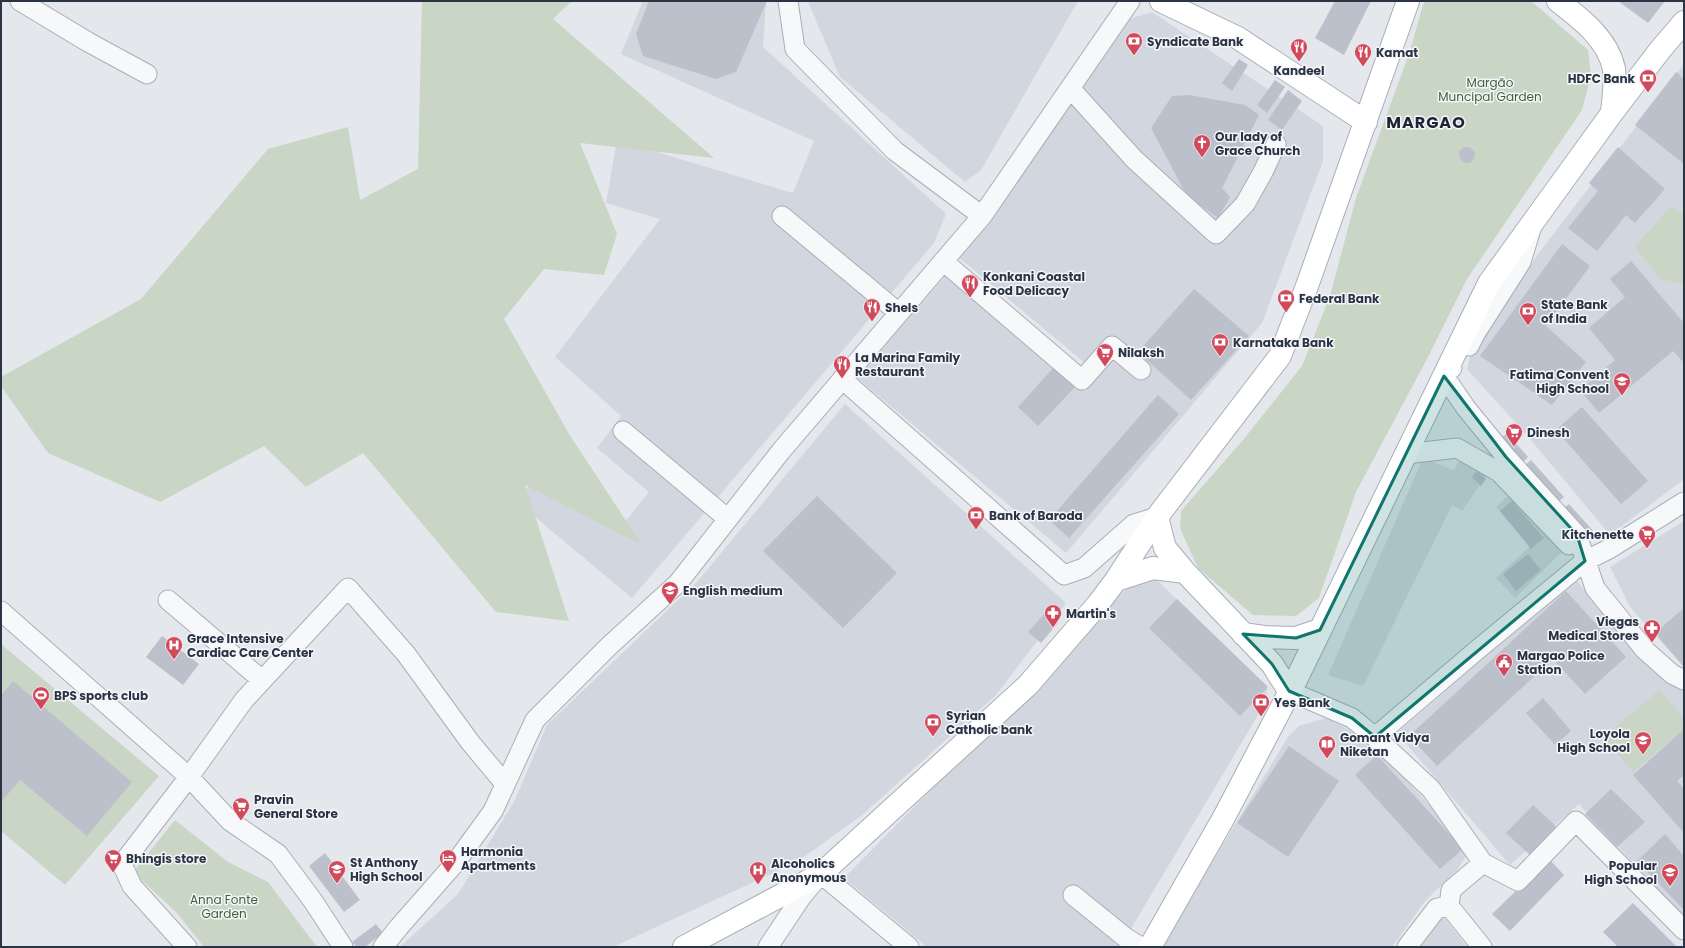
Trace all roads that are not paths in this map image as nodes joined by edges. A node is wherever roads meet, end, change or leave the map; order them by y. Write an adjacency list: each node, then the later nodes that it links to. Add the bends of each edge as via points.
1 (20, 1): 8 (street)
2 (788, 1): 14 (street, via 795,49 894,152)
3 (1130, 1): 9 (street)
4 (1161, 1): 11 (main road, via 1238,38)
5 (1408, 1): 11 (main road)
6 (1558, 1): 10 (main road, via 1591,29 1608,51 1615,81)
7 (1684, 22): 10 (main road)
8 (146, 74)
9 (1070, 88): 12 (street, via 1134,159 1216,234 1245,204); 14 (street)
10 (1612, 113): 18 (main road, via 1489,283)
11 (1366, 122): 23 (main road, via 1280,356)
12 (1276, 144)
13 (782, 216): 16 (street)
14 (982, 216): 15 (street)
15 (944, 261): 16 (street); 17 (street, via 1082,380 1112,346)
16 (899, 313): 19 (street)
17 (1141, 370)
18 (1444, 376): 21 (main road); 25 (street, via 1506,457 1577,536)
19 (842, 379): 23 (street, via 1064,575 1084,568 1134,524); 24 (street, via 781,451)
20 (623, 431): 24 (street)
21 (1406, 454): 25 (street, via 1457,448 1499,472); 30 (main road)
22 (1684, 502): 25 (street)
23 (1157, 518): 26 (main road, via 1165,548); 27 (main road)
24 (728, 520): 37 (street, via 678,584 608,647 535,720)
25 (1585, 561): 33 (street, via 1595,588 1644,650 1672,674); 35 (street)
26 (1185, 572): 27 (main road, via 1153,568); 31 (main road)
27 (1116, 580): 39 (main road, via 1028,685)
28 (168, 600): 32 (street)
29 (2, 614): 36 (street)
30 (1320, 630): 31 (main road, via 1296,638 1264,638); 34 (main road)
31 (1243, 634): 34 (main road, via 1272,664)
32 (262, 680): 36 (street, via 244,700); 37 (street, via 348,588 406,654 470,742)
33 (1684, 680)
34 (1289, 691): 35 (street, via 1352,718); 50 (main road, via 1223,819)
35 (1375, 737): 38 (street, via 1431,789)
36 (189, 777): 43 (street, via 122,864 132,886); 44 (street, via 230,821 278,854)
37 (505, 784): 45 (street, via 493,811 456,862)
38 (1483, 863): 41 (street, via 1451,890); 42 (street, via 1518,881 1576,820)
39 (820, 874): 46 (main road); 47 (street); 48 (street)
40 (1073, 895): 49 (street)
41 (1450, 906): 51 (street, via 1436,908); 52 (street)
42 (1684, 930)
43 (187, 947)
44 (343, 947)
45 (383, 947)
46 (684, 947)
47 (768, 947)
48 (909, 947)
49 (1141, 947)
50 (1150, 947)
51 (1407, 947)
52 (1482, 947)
++++++++++++++++++++
ACTION ITEM → Every line of the records above should be reproduced exactly, with no pictures included.

PROBLEM SOLUTION →
Trace all roads that are not paths in this map image as nodes joined by edges. A node is wherever roads meet, end, change or leave the map; order them by y. Write an adjacency list: each node, then the later nodes that it links to. Add the bends of each edge as via points.
1 (20, 1): 8 (street)
2 (788, 1): 14 (street, via 795,49 894,152)
3 (1130, 1): 9 (street)
4 (1161, 1): 11 (main road, via 1238,38)
5 (1408, 1): 11 (main road)
6 (1558, 1): 10 (main road, via 1591,29 1608,51 1615,81)
7 (1684, 22): 10 (main road)
8 (146, 74)
9 (1070, 88): 12 (street, via 1134,159 1216,234 1245,204); 14 (street)
10 (1612, 113): 18 (main road, via 1489,283)
11 (1366, 122): 23 (main road, via 1280,356)
12 (1276, 144)
13 (782, 216): 16 (street)
14 (982, 216): 15 (street)
15 (944, 261): 16 (street); 17 (street, via 1082,380 1112,346)
16 (899, 313): 19 (street)
17 (1141, 370)
18 (1444, 376): 21 (main road); 25 (street, via 1506,457 1577,536)
19 (842, 379): 23 (street, via 1064,575 1084,568 1134,524); 24 (street, via 781,451)
20 (623, 431): 24 (street)
21 (1406, 454): 25 (street, via 1457,448 1499,472); 30 (main road)
22 (1684, 502): 25 (street)
23 (1157, 518): 26 (main road, via 1165,548); 27 (main road)
24 (728, 520): 37 (street, via 678,584 608,647 535,720)
25 (1585, 561): 33 (street, via 1595,588 1644,650 1672,674); 35 (street)
26 (1185, 572): 27 (main road, via 1153,568); 31 (main road)
27 (1116, 580): 39 (main road, via 1028,685)
28 (168, 600): 32 (street)
29 (2, 614): 36 (street)
30 (1320, 630): 31 (main road, via 1296,638 1264,638); 34 (main road)
31 (1243, 634): 34 (main road, via 1272,664)
32 (262, 680): 36 (street, via 244,700); 37 (street, via 348,588 406,654 470,742)
33 (1684, 680)
34 (1289, 691): 35 (street, via 1352,718); 50 (main road, via 1223,819)
35 (1375, 737): 38 (street, via 1431,789)
36 (189, 777): 43 (street, via 122,864 132,886); 44 (street, via 230,821 278,854)
37 (505, 784): 45 (street, via 493,811 456,862)
38 (1483, 863): 41 (street, via 1451,890); 42 (street, via 1518,881 1576,820)
39 (820, 874): 46 (main road); 47 (street); 48 (street)
40 (1073, 895): 49 (street)
41 (1450, 906): 51 (street, via 1436,908); 52 (street)
42 (1684, 930)
43 (187, 947)
44 (343, 947)
45 (383, 947)
46 (684, 947)
47 (768, 947)
48 (909, 947)
49 (1141, 947)
50 (1150, 947)
51 (1407, 947)
52 (1482, 947)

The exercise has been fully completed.